A downhole assembly can be formed by connecting the downhole tool shifting mechanism to the downhole tool.
One or more embodiments of the downhole shifting mechanism can be used with a method for shifting a downhole tool disposed within a wellbore.
The method can include providing pressure to a first flow path of the downhole shifting mechanism. The first flow path can be in fluid communication with the piston first end.
The method can include moving the piston in a first direction. As the piston moves in the first direction, the piston can move a sliding block about a first set of teeth.
The method can also include providing pressure to a second flow path of the downhole shifting mechanism, and moving the piston in a second direction. The second direction can be opposite to the first direction.
As the piston moves in the second direction, the first set of teeth can engage the second set of teeth, and the piston can move the inner tubular member.

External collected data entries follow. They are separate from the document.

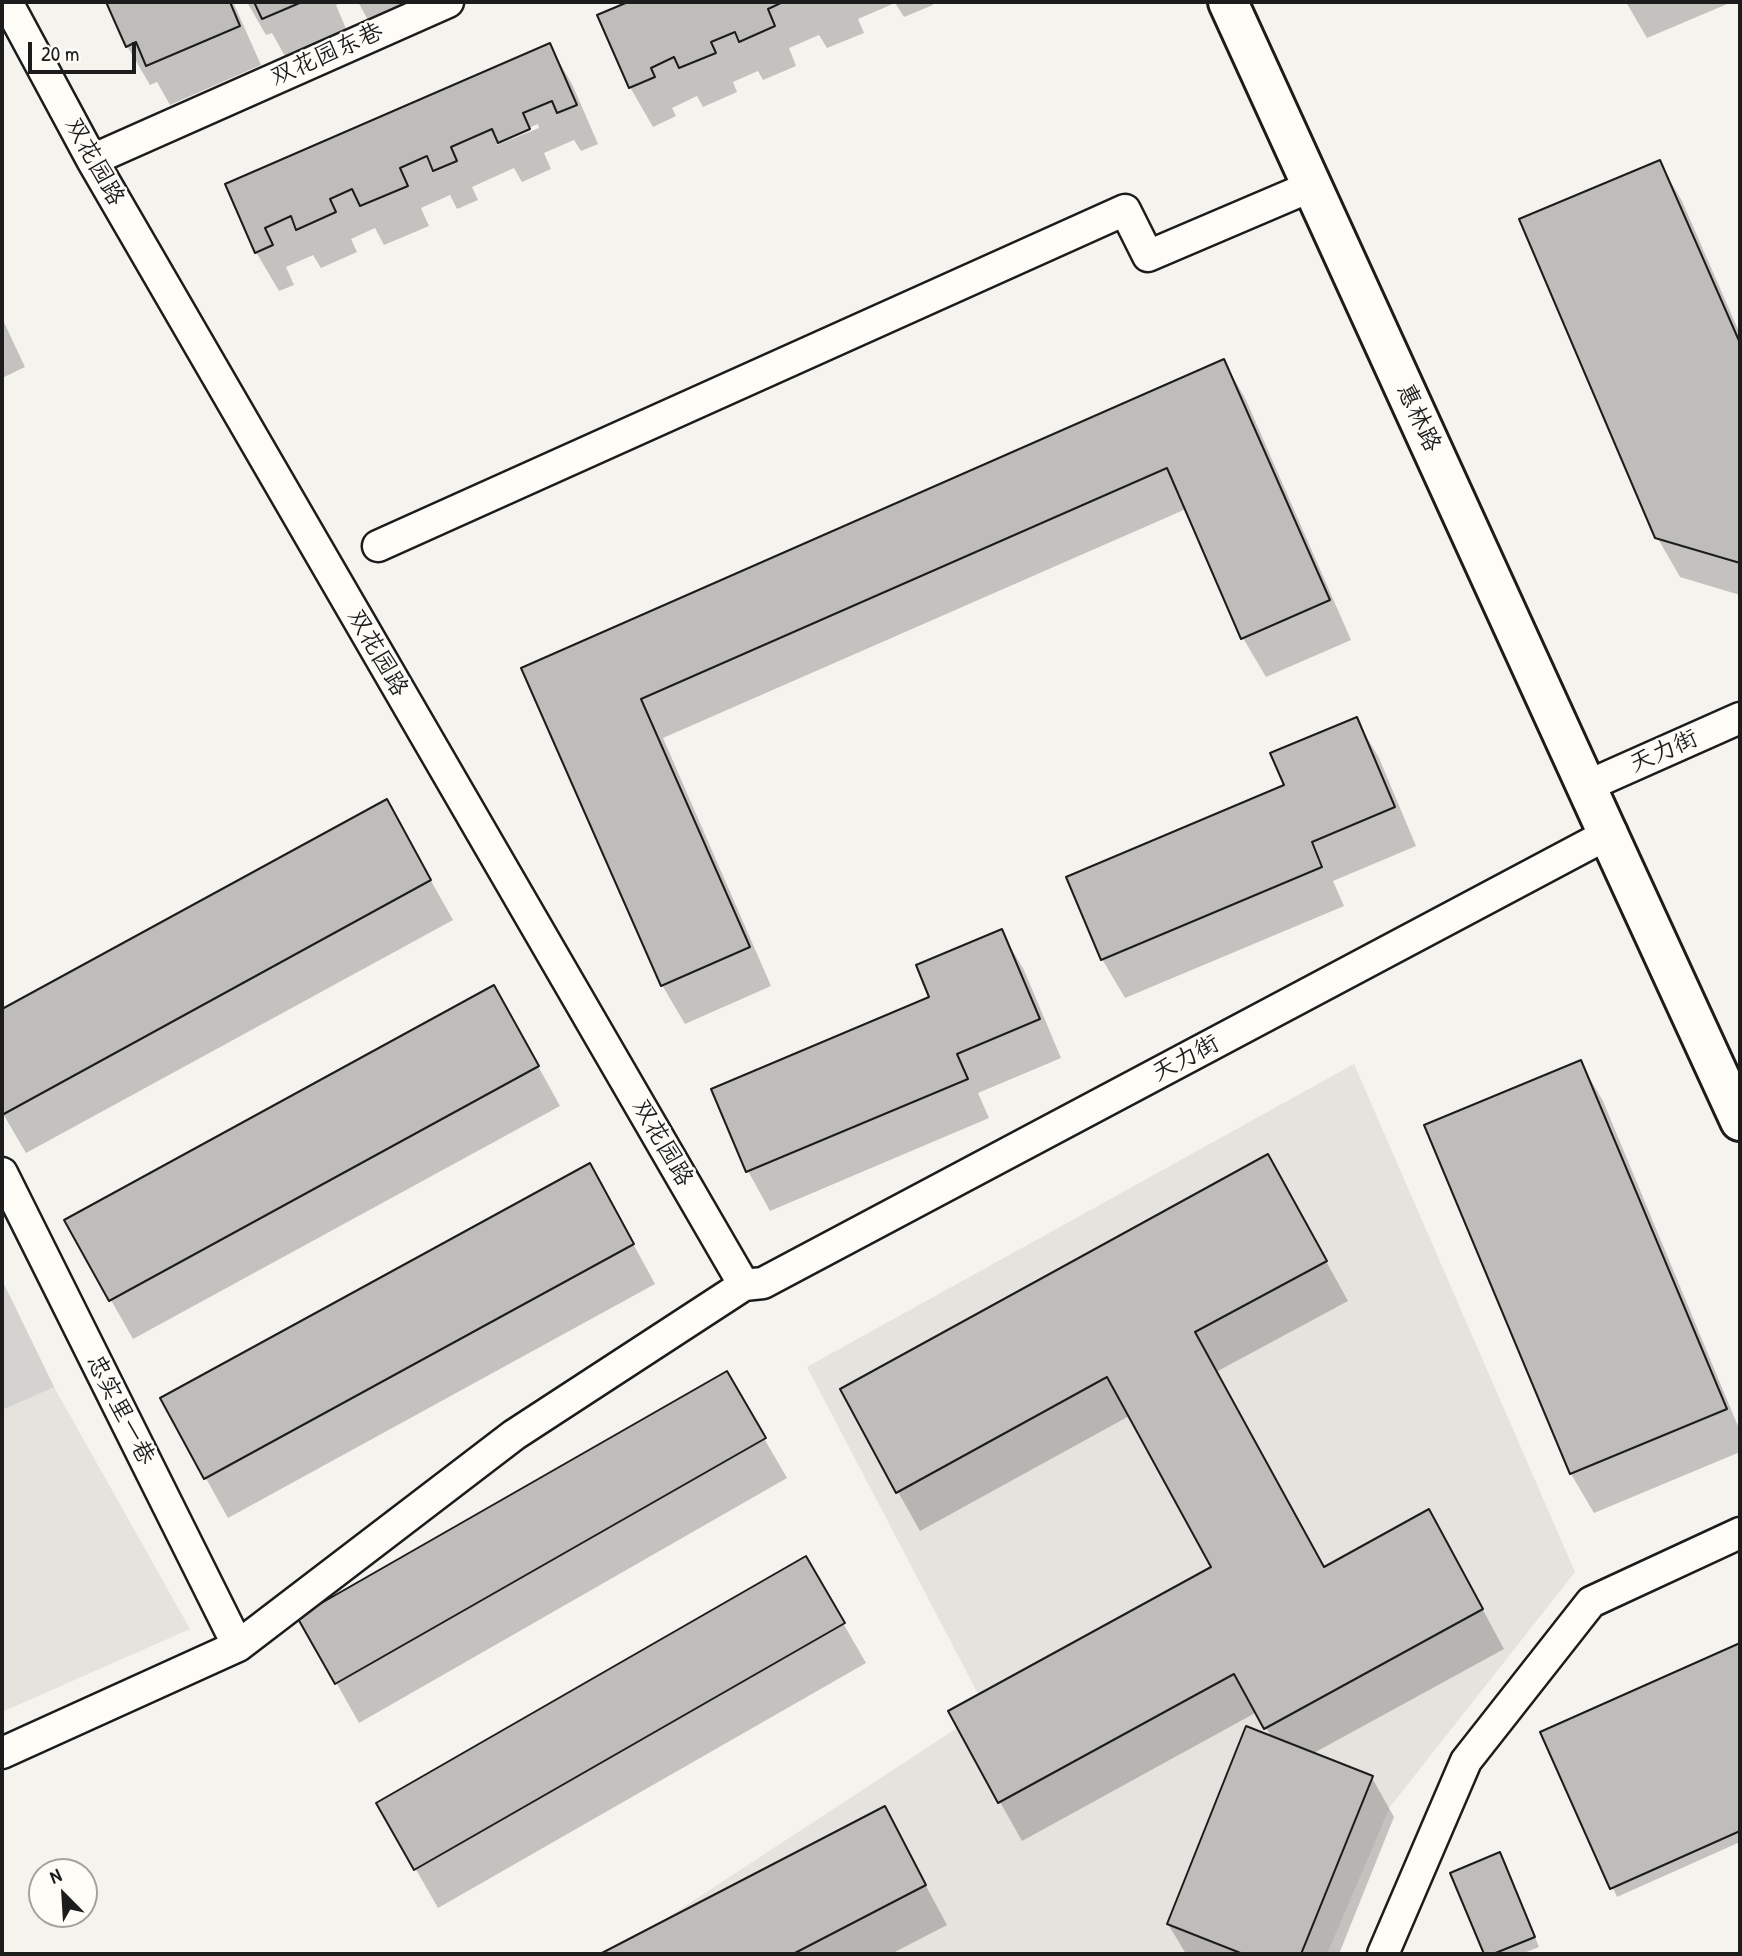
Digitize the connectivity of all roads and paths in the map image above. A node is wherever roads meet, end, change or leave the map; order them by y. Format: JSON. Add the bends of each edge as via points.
{"nodes":[{"id":1,"x":448,"y":2,"type":"edge"},
{"id":2,"x":1228,"y":2,"type":"edge"},
{"id":3,"x":9,"y":17,"type":"edge"},
{"id":4,"x":92,"y":160,"type":"junction"},
{"id":5,"x":1312,"y":186,"type":"junction"},
{"id":6,"x":378,"y":545,"type":"dead end"},
{"id":7,"x":1740,"y":718,"type":"edge"},
{"id":8,"x":1587,"y":786,"type":"junction"},
{"id":9,"x":1608,"y":834,"type":"junction"},
{"id":10,"x":1740,"y":1121,"type":"edge"},
{"id":11,"x":2,"y":1173,"type":"edge"},
{"id":12,"x":754,"y":1284,"type":"junction"},
{"id":13,"x":1740,"y":1534,"type":"edge"},
{"id":14,"x":238,"y":1646,"type":"junction"},
{"id":15,"x":2,"y":1753,"type":"edge"},
{"id":16,"x":1383,"y":1954,"type":"edge"}],
"edges":[{"from":1,"to":4,"type":"street","name":"双花园东巷"},
{"from":2,"to":5,"type":"street","name":"惠林路"},
{"from":3,"to":4,"type":"street","name":"双花园路"},
{"from":4,"to":12,"type":"street","name":"双花园路"},
{"from":5,"to":6,"type":"street","via":[[1148,256],[1125,210]]},
{"from":5,"to":8,"type":"street","name":"惠林路"},
{"from":7,"to":8,"type":"street","name":"天力街"},
{"from":8,"to":9,"type":"street","name":"惠林路"},
{"from":9,"to":10,"type":"street","name":"惠林路"},
{"from":9,"to":12,"type":"street","name":"天力街"},
{"from":11,"to":14,"type":"street","name":"忠实里一巷"},
{"from":12,"to":14,"type":"street","name":"天力街","via":[[514,1435]]},
{"from":13,"to":16,"type":"street","via":[[1591,1602],[1466,1762]]},
{"from":14,"to":15,"type":"street","name":"天力街"}]}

A third set of teeth can be disposed on a body lock ring that is static relative to the outer tubular member; thereby preventing the inner tubular member from moving in the first direction.
The inner tubular member can shift at least a portion of a downhole tool connected to a second end shifting mechanism.
Turning now to the Figures,
The inner tubular member 20 can be any downhole tubular or any number of segments of downhole tubulars. The outer tubular member 10 can be any downhole tubular or any number of segments of downhole tubulars. The inner tubular member 20 can be movably disposed within the outer tubular member 10.
A piston 12 can be located in a chamber or space formed between the inner tubular member 20 and the outer tubular member 10. The piston 12 can move in a first direction and a second direction. The first direction can be down, left, right, or up.
The second direction can be a direction that is opposite to the first direction. For example, if the first direction is down, then the second direction can be up.
The piston 12 can have one or more seals (two are shown 120 and 130). The seals 120 and 130 can isolate the first flow path 90 from the second flow path 84.
The first flow path 90 can provide fluid communication between the inner bore of the inner tubular and the piston. The second flow path 84 can provide fluid between the outer diameter of the outer tubular member and the piston.
The first set of teeth 50 can be disposed about the inner tubular member 20. The first set of teeth 50 can be formed into the outer diameter of the inner tubular member 20 or disposed about the outer diameter of the inner tubular member 20.
The sliding block 14 can be disposed on or connected to the second end of the piston 12. The sliding block 14 can have a second set of teeth 140. The second set of teeth 140 can be configured to slide or move about the first set of teeth 50 when the piston moves in the first direction. The second set of teeth 140 can engage or snag the first set of teeth 50 when the piston 12 moves in the second direction. Accordingly, the piston 12 can move the inner tubular member 20 in the second direction.
The body lock ring 16 can be static relative to the outer tubular member 10. For example, the body lock ring 16 can be connected to the outer tubular member 10 or disposed within a notch formed into the inner diameter of the outer tubular member 10.
The body lock ring 16 can have a third set of teeth 150. The first set of teeth 50 can move about or past the third set of teeth 150 when moving in the second direction 110. The first set of teeth 50 can engage the third set of teeth 150 when moving in the first direction.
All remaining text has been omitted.